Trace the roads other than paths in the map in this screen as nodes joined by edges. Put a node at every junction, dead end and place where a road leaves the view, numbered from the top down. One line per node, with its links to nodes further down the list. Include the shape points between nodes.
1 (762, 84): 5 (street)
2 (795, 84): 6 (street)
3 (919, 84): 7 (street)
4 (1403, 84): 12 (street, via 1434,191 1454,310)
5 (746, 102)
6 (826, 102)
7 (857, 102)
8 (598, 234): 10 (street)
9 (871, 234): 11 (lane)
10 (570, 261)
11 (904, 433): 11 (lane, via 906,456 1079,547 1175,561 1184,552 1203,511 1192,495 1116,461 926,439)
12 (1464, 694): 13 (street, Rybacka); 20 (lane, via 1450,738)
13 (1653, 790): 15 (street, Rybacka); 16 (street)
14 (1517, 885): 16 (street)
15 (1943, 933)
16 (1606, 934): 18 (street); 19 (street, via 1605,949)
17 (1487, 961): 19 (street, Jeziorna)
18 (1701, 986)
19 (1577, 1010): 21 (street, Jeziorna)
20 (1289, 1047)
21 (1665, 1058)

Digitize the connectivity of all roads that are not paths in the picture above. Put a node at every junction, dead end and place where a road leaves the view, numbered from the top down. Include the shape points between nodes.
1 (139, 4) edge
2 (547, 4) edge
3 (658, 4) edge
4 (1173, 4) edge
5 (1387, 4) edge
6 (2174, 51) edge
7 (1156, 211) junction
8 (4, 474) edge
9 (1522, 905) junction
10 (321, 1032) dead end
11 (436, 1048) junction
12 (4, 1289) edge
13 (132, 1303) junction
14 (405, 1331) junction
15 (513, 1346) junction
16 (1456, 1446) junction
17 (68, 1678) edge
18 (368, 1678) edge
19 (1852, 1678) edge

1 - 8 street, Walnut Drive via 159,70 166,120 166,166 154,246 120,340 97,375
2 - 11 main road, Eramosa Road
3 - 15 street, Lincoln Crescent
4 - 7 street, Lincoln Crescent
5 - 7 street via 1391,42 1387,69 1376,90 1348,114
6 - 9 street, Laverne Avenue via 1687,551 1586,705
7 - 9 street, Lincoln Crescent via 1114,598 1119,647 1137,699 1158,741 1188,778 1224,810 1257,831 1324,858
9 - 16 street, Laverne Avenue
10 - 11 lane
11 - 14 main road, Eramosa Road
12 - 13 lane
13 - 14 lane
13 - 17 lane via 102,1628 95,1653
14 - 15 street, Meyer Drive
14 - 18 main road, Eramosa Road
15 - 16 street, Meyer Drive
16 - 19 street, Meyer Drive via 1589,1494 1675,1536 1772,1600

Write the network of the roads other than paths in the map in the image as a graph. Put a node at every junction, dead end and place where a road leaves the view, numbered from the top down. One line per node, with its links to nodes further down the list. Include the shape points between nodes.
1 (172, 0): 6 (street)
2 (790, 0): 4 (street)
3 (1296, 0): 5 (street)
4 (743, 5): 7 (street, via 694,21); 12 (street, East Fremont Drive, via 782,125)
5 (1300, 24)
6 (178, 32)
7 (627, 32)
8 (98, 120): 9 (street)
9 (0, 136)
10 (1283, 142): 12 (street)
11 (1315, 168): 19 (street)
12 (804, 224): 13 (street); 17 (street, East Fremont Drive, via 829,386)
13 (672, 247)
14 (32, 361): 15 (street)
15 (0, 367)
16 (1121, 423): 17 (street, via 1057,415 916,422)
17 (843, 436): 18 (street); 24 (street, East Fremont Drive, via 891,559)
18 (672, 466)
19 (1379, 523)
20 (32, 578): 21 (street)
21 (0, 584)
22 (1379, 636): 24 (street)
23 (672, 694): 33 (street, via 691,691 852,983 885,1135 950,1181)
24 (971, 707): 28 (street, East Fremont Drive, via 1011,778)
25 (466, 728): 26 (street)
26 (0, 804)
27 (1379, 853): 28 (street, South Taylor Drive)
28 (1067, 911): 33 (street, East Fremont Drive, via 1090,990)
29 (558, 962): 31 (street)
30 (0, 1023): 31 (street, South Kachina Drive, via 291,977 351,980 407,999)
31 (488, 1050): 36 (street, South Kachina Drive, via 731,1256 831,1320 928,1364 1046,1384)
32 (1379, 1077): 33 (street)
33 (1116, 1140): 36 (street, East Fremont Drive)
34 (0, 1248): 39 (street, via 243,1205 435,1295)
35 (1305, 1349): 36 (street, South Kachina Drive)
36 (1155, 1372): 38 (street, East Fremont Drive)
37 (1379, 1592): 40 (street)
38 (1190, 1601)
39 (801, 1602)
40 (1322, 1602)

> [WHAT TO WORK ON]: Only an exact copy of the data above will do.

> [EXERCISE SOLUTION]:
Trace the roads other than paths in the map in this screen as nodes joined by edges. Put a node at every junction, dead end and place where a road leaves the view, numbered from the top down. One line per node, with its links to nodes further down the list. Include the shape points between nodes.
1 (762, 84): 5 (street)
2 (795, 84): 6 (street)
3 (919, 84): 7 (street)
4 (1403, 84): 12 (street, via 1434,191 1454,310)
5 (746, 102)
6 (826, 102)
7 (857, 102)
8 (598, 234): 10 (street)
9 (871, 234): 11 (lane)
10 (570, 261)
11 (904, 433): 11 (lane, via 906,456 1079,547 1175,561 1184,552 1203,511 1192,495 1116,461 926,439)
12 (1464, 694): 13 (street, Rybacka); 20 (lane, via 1450,738)
13 (1653, 790): 15 (street, Rybacka); 16 (street)
14 (1517, 885): 16 (street)
15 (1943, 933)
16 (1606, 934): 18 (street); 19 (street, via 1605,949)
17 (1487, 961): 19 (street, Jeziorna)
18 (1701, 986)
19 (1577, 1010): 21 (street, Jeziorna)
20 (1289, 1047)
21 (1665, 1058)

Digitize the connectivity of all roads that are not paths in the picture above. Put a node at every junction, dead end and place where a road leaves the view, numbered from the top down. Include the shape points between nodes.
1 (139, 4) edge
2 (547, 4) edge
3 (658, 4) edge
4 (1173, 4) edge
5 (1387, 4) edge
6 (2174, 51) edge
7 (1156, 211) junction
8 (4, 474) edge
9 (1522, 905) junction
10 (321, 1032) dead end
11 (436, 1048) junction
12 (4, 1289) edge
13 (132, 1303) junction
14 (405, 1331) junction
15 (513, 1346) junction
16 (1456, 1446) junction
17 (68, 1678) edge
18 (368, 1678) edge
19 (1852, 1678) edge

1 - 8 street, Walnut Drive via 159,70 166,120 166,166 154,246 120,340 97,375
2 - 11 main road, Eramosa Road
3 - 15 street, Lincoln Crescent
4 - 7 street, Lincoln Crescent
5 - 7 street via 1391,42 1387,69 1376,90 1348,114
6 - 9 street, Laverne Avenue via 1687,551 1586,705
7 - 9 street, Lincoln Crescent via 1114,598 1119,647 1137,699 1158,741 1188,778 1224,810 1257,831 1324,858
9 - 16 street, Laverne Avenue
10 - 11 lane
11 - 14 main road, Eramosa Road
12 - 13 lane
13 - 14 lane
13 - 17 lane via 102,1628 95,1653
14 - 15 street, Meyer Drive
14 - 18 main road, Eramosa Road
15 - 16 street, Meyer Drive
16 - 19 street, Meyer Drive via 1589,1494 1675,1536 1772,1600

Write the network of the roads other than paths in the map in the image as a graph. Put a node at every junction, dead end and place where a road leaves the view, numbered from the top down. One line per node, with its links to nodes further down the list. Include the shape points between nodes.
1 (172, 0): 6 (street)
2 (790, 0): 4 (street)
3 (1296, 0): 5 (street)
4 (743, 5): 7 (street, via 694,21); 12 (street, East Fremont Drive, via 782,125)
5 (1300, 24)
6 (178, 32)
7 (627, 32)
8 (98, 120): 9 (street)
9 (0, 136)
10 (1283, 142): 12 (street)
11 (1315, 168): 19 (street)
12 (804, 224): 13 (street); 17 (street, East Fremont Drive, via 829,386)
13 (672, 247)
14 (32, 361): 15 (street)
15 (0, 367)
16 (1121, 423): 17 (street, via 1057,415 916,422)
17 (843, 436): 18 (street); 24 (street, East Fremont Drive, via 891,559)
18 (672, 466)
19 (1379, 523)
20 (32, 578): 21 (street)
21 (0, 584)
22 (1379, 636): 24 (street)
23 (672, 694): 33 (street, via 691,691 852,983 885,1135 950,1181)
24 (971, 707): 28 (street, East Fremont Drive, via 1011,778)
25 (466, 728): 26 (street)
26 (0, 804)
27 (1379, 853): 28 (street, South Taylor Drive)
28 (1067, 911): 33 (street, East Fremont Drive, via 1090,990)
29 (558, 962): 31 (street)
30 (0, 1023): 31 (street, South Kachina Drive, via 291,977 351,980 407,999)
31 (488, 1050): 36 (street, South Kachina Drive, via 731,1256 831,1320 928,1364 1046,1384)
32 (1379, 1077): 33 (street)
33 (1116, 1140): 36 (street, East Fremont Drive)
34 (0, 1248): 39 (street, via 243,1205 435,1295)
35 (1305, 1349): 36 (street, South Kachina Drive)
36 (1155, 1372): 38 (street, East Fremont Drive)
37 (1379, 1592): 40 (street)
38 (1190, 1601)
39 (801, 1602)
40 (1322, 1602)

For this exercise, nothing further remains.